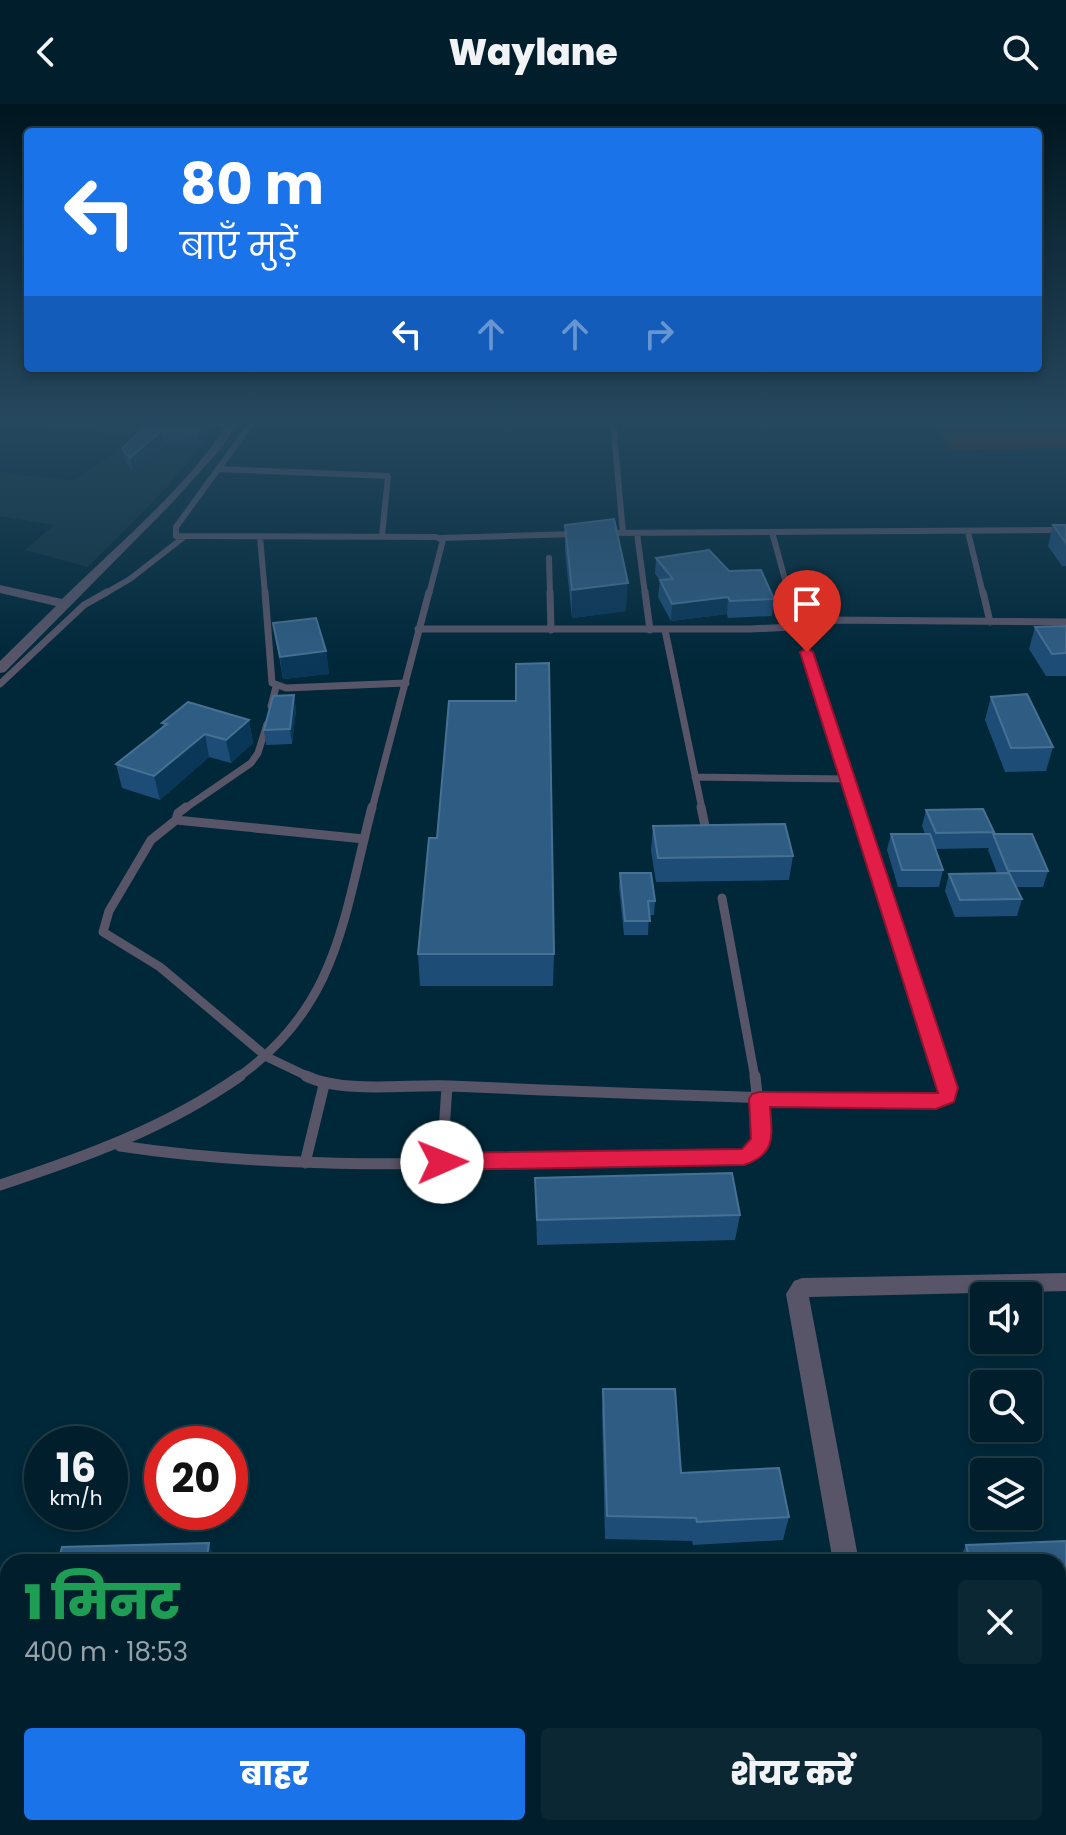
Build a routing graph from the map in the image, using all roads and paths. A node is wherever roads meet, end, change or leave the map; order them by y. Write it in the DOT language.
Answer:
graph roads {
  1 [pos="166,502"];
  2 [pos="194,502"];
  3 [pos="385,502"];
  4 [pos="620,502"];
  5 [pos="1066,530"];
  6 [pos="772,532"];
  7 [pos="968,532"];
  8 [pos="623,533"];
  9 [pos="637,533"];
  10 [pos="578,534"];
  11 [pos="593,534"];
  12 [pos="382,536"];
  13 [pos="184,537"];
  14 [pos="260,537"];
  15 [pos="441,538"];
  16 [pos="549,558"];
  17 [pos="0,589"];
  18 [pos="66,604"];
  19 [pos="990,622"];
  20 [pos="1066,622"];
  21 [pos="798,626"];
  22 [pos="418,629"];
  23 [pos="551,630"];
  24 [pos="650,630"];
  25 [pos="665,630"];
  26 [pos="0,669"];
  27 [pos="406,683"];
  28 [pos="0,684"];
  29 [pos="276,687"];
  30 [pos="695,777"];
  31 [pos="848,779"];
  32 [pos="176,820"];
  33 [pos="706,831"];
  34 [pos="364,839"];
  35 [pos="722,898"];
  36 [pos="267,1057"];
  37 [pos="324,1085"];
  38 [pos="447,1086"];
  39 [pos="759,1099"];
  40 [pos="120,1146"];
  41 [pos="442,1162"];
  42 [pos="305,1163"];
  43 [pos="0,1185"];
  44 [pos="1066,1282"];
  45 [pos="844,1554"];
  1 -- 18 [label="street"];
  2 -- 13 [label="lane"];
  3 -- 12 [label="lane"];
  4 -- 8 [label="lane"];
  5 -- 7 [label="lane"];
  6 -- 7 [label="lane"];
  6 -- 9 [label="lane"];
  6 -- 21 [label="lane"];
  7 -- 19 [label="lane"];
  8 -- 9 [label="lane"];
  8 -- 11 [label="lane"];
  9 -- 24 [label="lane"];
  10 -- 15 [label="lane"];
  12 -- 14 [label="lane"];
  12 -- 15 [label="lane"];
  13 -- 14 [label="lane"];
  13 -- 28 [label="lane"];
  14 -- 29 [label="lane"];
  15 -- 22 [label="lane"];
  16 -- 23 [label="lane"];
  17 -- 18 [label="street"];
  18 -- 26 [label="street"];
  19 -- 20 [label="lane"];
  19 -- 21 [label="lane"];
  21 -- 25 [label="lane"];
  21 -- 31 [label="lane"];
  22 -- 23 [label="lane"];
  22 -- 27 [label="lane"];
  23 -- 24 [label="lane"];
  24 -- 25 [label="lane"];
  25 -- 30 [label="lane"];
  27 -- 29 [label="lane"];
  27 -- 34 [label="lane"];
  29 -- 32 [label="lane"];
  30 -- 31 [label="lane"];
  30 -- 33 [label="lane"];
  31 -- 39 [label="lane"];
  32 -- 34 [label="lane"];
  32 -- 36 [label="lane"];
  34 -- 36 [label="lane"];
  35 -- 39 [label="lane"];
  36 -- 37 [label="lane"];
  36 -- 40 [label="lane"];
  37 -- 38 [label="lane"];
  37 -- 42 [label="lane"];
  38 -- 39 [label="lane"];
  38 -- 41 [label="lane"];
  39 -- 41 [label="lane"];
  40 -- 42 [label="lane"];
  40 -- 43 [label="lane"];
  41 -- 42 [label="lane"];
  44 -- 45 [label="street"];
}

— Exercise instructions —
Only the pictures are to be left out; repeat all other material exactly.

— Answer area —
Build a routing graph from the map in the image, using all roads and paths. A node is wherever roads meet, end, change or leave the map; order them by y. Write it in the DOT language.
Answer:
graph roads {
  1 [pos="166,502"];
  2 [pos="194,502"];
  3 [pos="385,502"];
  4 [pos="620,502"];
  5 [pos="1066,530"];
  6 [pos="772,532"];
  7 [pos="968,532"];
  8 [pos="623,533"];
  9 [pos="637,533"];
  10 [pos="578,534"];
  11 [pos="593,534"];
  12 [pos="382,536"];
  13 [pos="184,537"];
  14 [pos="260,537"];
  15 [pos="441,538"];
  16 [pos="549,558"];
  17 [pos="0,589"];
  18 [pos="66,604"];
  19 [pos="990,622"];
  20 [pos="1066,622"];
  21 [pos="798,626"];
  22 [pos="418,629"];
  23 [pos="551,630"];
  24 [pos="650,630"];
  25 [pos="665,630"];
  26 [pos="0,669"];
  27 [pos="406,683"];
  28 [pos="0,684"];
  29 [pos="276,687"];
  30 [pos="695,777"];
  31 [pos="848,779"];
  32 [pos="176,820"];
  33 [pos="706,831"];
  34 [pos="364,839"];
  35 [pos="722,898"];
  36 [pos="267,1057"];
  37 [pos="324,1085"];
  38 [pos="447,1086"];
  39 [pos="759,1099"];
  40 [pos="120,1146"];
  41 [pos="442,1162"];
  42 [pos="305,1163"];
  43 [pos="0,1185"];
  44 [pos="1066,1282"];
  45 [pos="844,1554"];
  1 -- 18 [label="street"];
  2 -- 13 [label="lane"];
  3 -- 12 [label="lane"];
  4 -- 8 [label="lane"];
  5 -- 7 [label="lane"];
  6 -- 7 [label="lane"];
  6 -- 9 [label="lane"];
  6 -- 21 [label="lane"];
  7 -- 19 [label="lane"];
  8 -- 9 [label="lane"];
  8 -- 11 [label="lane"];
  9 -- 24 [label="lane"];
  10 -- 15 [label="lane"];
  12 -- 14 [label="lane"];
  12 -- 15 [label="lane"];
  13 -- 14 [label="lane"];
  13 -- 28 [label="lane"];
  14 -- 29 [label="lane"];
  15 -- 22 [label="lane"];
  16 -- 23 [label="lane"];
  17 -- 18 [label="street"];
  18 -- 26 [label="street"];
  19 -- 20 [label="lane"];
  19 -- 21 [label="lane"];
  21 -- 25 [label="lane"];
  21 -- 31 [label="lane"];
  22 -- 23 [label="lane"];
  22 -- 27 [label="lane"];
  23 -- 24 [label="lane"];
  24 -- 25 [label="lane"];
  25 -- 30 [label="lane"];
  27 -- 29 [label="lane"];
  27 -- 34 [label="lane"];
  29 -- 32 [label="lane"];
  30 -- 31 [label="lane"];
  30 -- 33 [label="lane"];
  31 -- 39 [label="lane"];
  32 -- 34 [label="lane"];
  32 -- 36 [label="lane"];
  34 -- 36 [label="lane"];
  35 -- 39 [label="lane"];
  36 -- 37 [label="lane"];
  36 -- 40 [label="lane"];
  37 -- 38 [label="lane"];
  37 -- 42 [label="lane"];
  38 -- 39 [label="lane"];
  38 -- 41 [label="lane"];
  39 -- 41 [label="lane"];
  40 -- 42 [label="lane"];
  40 -- 43 [label="lane"];
  41 -- 42 [label="lane"];
  44 -- 45 [label="street"];
}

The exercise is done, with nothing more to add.